### [Problem to solve]
Every record that follows should be output exactly as it is given.

### [Given data]
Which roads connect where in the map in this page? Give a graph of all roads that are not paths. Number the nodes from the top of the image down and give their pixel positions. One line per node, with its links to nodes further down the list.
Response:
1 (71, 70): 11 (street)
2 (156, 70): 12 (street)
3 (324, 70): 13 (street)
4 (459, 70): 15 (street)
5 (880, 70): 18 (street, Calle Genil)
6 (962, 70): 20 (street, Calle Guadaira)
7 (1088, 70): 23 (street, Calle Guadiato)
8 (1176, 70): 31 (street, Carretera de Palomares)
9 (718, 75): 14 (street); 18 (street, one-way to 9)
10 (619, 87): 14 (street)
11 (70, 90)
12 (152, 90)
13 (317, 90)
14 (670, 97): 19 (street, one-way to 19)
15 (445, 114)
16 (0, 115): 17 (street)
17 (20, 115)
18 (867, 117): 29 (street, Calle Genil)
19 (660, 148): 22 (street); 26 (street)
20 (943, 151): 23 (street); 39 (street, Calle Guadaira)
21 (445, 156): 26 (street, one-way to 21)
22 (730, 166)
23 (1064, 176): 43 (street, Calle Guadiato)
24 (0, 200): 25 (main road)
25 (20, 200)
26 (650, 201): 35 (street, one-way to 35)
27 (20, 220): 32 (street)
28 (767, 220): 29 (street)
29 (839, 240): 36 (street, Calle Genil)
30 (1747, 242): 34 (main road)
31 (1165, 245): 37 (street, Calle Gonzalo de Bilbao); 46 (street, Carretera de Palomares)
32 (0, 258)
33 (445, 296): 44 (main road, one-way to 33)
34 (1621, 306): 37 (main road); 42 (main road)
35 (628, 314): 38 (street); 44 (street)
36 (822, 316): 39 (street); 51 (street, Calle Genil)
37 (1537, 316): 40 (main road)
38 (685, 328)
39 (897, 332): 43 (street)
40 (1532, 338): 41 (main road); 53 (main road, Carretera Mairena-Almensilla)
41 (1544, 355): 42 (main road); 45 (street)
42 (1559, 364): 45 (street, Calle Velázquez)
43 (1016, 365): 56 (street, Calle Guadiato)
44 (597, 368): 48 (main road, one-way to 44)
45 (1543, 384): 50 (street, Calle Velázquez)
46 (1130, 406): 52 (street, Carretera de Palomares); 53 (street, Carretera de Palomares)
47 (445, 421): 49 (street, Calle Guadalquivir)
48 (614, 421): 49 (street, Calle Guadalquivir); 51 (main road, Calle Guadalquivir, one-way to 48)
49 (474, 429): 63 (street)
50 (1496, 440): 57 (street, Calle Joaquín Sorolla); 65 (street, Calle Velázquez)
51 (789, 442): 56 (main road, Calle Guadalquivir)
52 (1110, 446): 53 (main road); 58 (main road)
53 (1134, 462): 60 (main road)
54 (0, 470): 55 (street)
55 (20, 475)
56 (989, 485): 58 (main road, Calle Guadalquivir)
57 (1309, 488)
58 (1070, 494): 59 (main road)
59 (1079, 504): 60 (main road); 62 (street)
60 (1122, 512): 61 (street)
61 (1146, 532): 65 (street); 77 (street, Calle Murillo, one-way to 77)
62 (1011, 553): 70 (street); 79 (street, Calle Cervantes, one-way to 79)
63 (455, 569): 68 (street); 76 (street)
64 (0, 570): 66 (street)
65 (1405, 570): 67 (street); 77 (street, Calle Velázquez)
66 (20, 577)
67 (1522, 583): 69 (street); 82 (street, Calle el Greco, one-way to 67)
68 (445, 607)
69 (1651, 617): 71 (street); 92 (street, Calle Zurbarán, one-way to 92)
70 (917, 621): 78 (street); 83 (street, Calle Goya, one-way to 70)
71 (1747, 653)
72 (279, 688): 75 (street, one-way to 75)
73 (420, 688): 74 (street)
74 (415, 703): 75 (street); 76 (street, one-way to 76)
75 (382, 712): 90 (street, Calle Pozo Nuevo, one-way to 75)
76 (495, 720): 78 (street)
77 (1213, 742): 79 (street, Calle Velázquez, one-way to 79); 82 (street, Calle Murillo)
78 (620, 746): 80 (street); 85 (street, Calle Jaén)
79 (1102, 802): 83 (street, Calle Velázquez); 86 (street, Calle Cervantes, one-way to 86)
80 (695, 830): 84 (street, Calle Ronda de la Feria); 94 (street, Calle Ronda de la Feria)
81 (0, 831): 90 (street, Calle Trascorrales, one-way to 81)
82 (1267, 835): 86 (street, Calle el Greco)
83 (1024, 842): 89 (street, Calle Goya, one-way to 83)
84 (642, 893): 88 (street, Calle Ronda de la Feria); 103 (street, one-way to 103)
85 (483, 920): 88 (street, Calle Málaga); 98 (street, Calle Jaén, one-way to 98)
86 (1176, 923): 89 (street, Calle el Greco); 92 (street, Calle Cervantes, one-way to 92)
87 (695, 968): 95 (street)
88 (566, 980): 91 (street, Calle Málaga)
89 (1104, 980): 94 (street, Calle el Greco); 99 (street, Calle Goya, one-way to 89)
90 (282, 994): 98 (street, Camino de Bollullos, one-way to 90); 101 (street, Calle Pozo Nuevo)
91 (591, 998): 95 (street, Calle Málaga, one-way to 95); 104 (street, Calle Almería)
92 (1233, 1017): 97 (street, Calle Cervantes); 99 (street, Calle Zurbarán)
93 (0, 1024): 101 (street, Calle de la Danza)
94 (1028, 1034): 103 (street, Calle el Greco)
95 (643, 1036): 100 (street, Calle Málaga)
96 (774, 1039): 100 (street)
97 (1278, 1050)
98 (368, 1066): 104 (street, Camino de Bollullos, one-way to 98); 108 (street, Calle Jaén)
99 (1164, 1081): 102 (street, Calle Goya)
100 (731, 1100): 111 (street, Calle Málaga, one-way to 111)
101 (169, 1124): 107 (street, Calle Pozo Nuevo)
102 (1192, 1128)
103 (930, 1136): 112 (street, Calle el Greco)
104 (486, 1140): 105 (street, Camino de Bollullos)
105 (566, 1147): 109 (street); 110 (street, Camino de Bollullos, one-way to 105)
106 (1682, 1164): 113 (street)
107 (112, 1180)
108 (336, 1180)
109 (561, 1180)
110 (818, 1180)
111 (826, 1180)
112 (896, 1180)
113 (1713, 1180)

### [Result below]
Which roads connect where in the map in this page? Give a graph of all roads that are not paths. Number the nodes from the top of the image down and give their pixel positions. One line per node, with its links to nodes further down the list.
Response:
1 (71, 70): 11 (street)
2 (156, 70): 12 (street)
3 (324, 70): 13 (street)
4 (459, 70): 15 (street)
5 (880, 70): 18 (street, Calle Genil)
6 (962, 70): 20 (street, Calle Guadaira)
7 (1088, 70): 23 (street, Calle Guadiato)
8 (1176, 70): 31 (street, Carretera de Palomares)
9 (718, 75): 14 (street); 18 (street, one-way to 9)
10 (619, 87): 14 (street)
11 (70, 90)
12 (152, 90)
13 (317, 90)
14 (670, 97): 19 (street, one-way to 19)
15 (445, 114)
16 (0, 115): 17 (street)
17 (20, 115)
18 (867, 117): 29 (street, Calle Genil)
19 (660, 148): 22 (street); 26 (street)
20 (943, 151): 23 (street); 39 (street, Calle Guadaira)
21 (445, 156): 26 (street, one-way to 21)
22 (730, 166)
23 (1064, 176): 43 (street, Calle Guadiato)
24 (0, 200): 25 (main road)
25 (20, 200)
26 (650, 201): 35 (street, one-way to 35)
27 (20, 220): 32 (street)
28 (767, 220): 29 (street)
29 (839, 240): 36 (street, Calle Genil)
30 (1747, 242): 34 (main road)
31 (1165, 245): 37 (street, Calle Gonzalo de Bilbao); 46 (street, Carretera de Palomares)
32 (0, 258)
33 (445, 296): 44 (main road, one-way to 33)
34 (1621, 306): 37 (main road); 42 (main road)
35 (628, 314): 38 (street); 44 (street)
36 (822, 316): 39 (street); 51 (street, Calle Genil)
37 (1537, 316): 40 (main road)
38 (685, 328)
39 (897, 332): 43 (street)
40 (1532, 338): 41 (main road); 53 (main road, Carretera Mairena-Almensilla)
41 (1544, 355): 42 (main road); 45 (street)
42 (1559, 364): 45 (street, Calle Velázquez)
43 (1016, 365): 56 (street, Calle Guadiato)
44 (597, 368): 48 (main road, one-way to 44)
45 (1543, 384): 50 (street, Calle Velázquez)
46 (1130, 406): 52 (street, Carretera de Palomares); 53 (street, Carretera de Palomares)
47 (445, 421): 49 (street, Calle Guadalquivir)
48 (614, 421): 49 (street, Calle Guadalquivir); 51 (main road, Calle Guadalquivir, one-way to 48)
49 (474, 429): 63 (street)
50 (1496, 440): 57 (street, Calle Joaquín Sorolla); 65 (street, Calle Velázquez)
51 (789, 442): 56 (main road, Calle Guadalquivir)
52 (1110, 446): 53 (main road); 58 (main road)
53 (1134, 462): 60 (main road)
54 (0, 470): 55 (street)
55 (20, 475)
56 (989, 485): 58 (main road, Calle Guadalquivir)
57 (1309, 488)
58 (1070, 494): 59 (main road)
59 (1079, 504): 60 (main road); 62 (street)
60 (1122, 512): 61 (street)
61 (1146, 532): 65 (street); 77 (street, Calle Murillo, one-way to 77)
62 (1011, 553): 70 (street); 79 (street, Calle Cervantes, one-way to 79)
63 (455, 569): 68 (street); 76 (street)
64 (0, 570): 66 (street)
65 (1405, 570): 67 (street); 77 (street, Calle Velázquez)
66 (20, 577)
67 (1522, 583): 69 (street); 82 (street, Calle el Greco, one-way to 67)
68 (445, 607)
69 (1651, 617): 71 (street); 92 (street, Calle Zurbarán, one-way to 92)
70 (917, 621): 78 (street); 83 (street, Calle Goya, one-way to 70)
71 (1747, 653)
72 (279, 688): 75 (street, one-way to 75)
73 (420, 688): 74 (street)
74 (415, 703): 75 (street); 76 (street, one-way to 76)
75 (382, 712): 90 (street, Calle Pozo Nuevo, one-way to 75)
76 (495, 720): 78 (street)
77 (1213, 742): 79 (street, Calle Velázquez, one-way to 79); 82 (street, Calle Murillo)
78 (620, 746): 80 (street); 85 (street, Calle Jaén)
79 (1102, 802): 83 (street, Calle Velázquez); 86 (street, Calle Cervantes, one-way to 86)
80 (695, 830): 84 (street, Calle Ronda de la Feria); 94 (street, Calle Ronda de la Feria)
81 (0, 831): 90 (street, Calle Trascorrales, one-way to 81)
82 (1267, 835): 86 (street, Calle el Greco)
83 (1024, 842): 89 (street, Calle Goya, one-way to 83)
84 (642, 893): 88 (street, Calle Ronda de la Feria); 103 (street, one-way to 103)
85 (483, 920): 88 (street, Calle Málaga); 98 (street, Calle Jaén, one-way to 98)
86 (1176, 923): 89 (street, Calle el Greco); 92 (street, Calle Cervantes, one-way to 92)
87 (695, 968): 95 (street)
88 (566, 980): 91 (street, Calle Málaga)
89 (1104, 980): 94 (street, Calle el Greco); 99 (street, Calle Goya, one-way to 89)
90 (282, 994): 98 (street, Camino de Bollullos, one-way to 90); 101 (street, Calle Pozo Nuevo)
91 (591, 998): 95 (street, Calle Málaga, one-way to 95); 104 (street, Calle Almería)
92 (1233, 1017): 97 (street, Calle Cervantes); 99 (street, Calle Zurbarán)
93 (0, 1024): 101 (street, Calle de la Danza)
94 (1028, 1034): 103 (street, Calle el Greco)
95 (643, 1036): 100 (street, Calle Málaga)
96 (774, 1039): 100 (street)
97 (1278, 1050)
98 (368, 1066): 104 (street, Camino de Bollullos, one-way to 98); 108 (street, Calle Jaén)
99 (1164, 1081): 102 (street, Calle Goya)
100 (731, 1100): 111 (street, Calle Málaga, one-way to 111)
101 (169, 1124): 107 (street, Calle Pozo Nuevo)
102 (1192, 1128)
103 (930, 1136): 112 (street, Calle el Greco)
104 (486, 1140): 105 (street, Camino de Bollullos)
105 (566, 1147): 109 (street); 110 (street, Camino de Bollullos, one-way to 105)
106 (1682, 1164): 113 (street)
107 (112, 1180)
108 (336, 1180)
109 (561, 1180)
110 (818, 1180)
111 (826, 1180)
112 (896, 1180)
113 (1713, 1180)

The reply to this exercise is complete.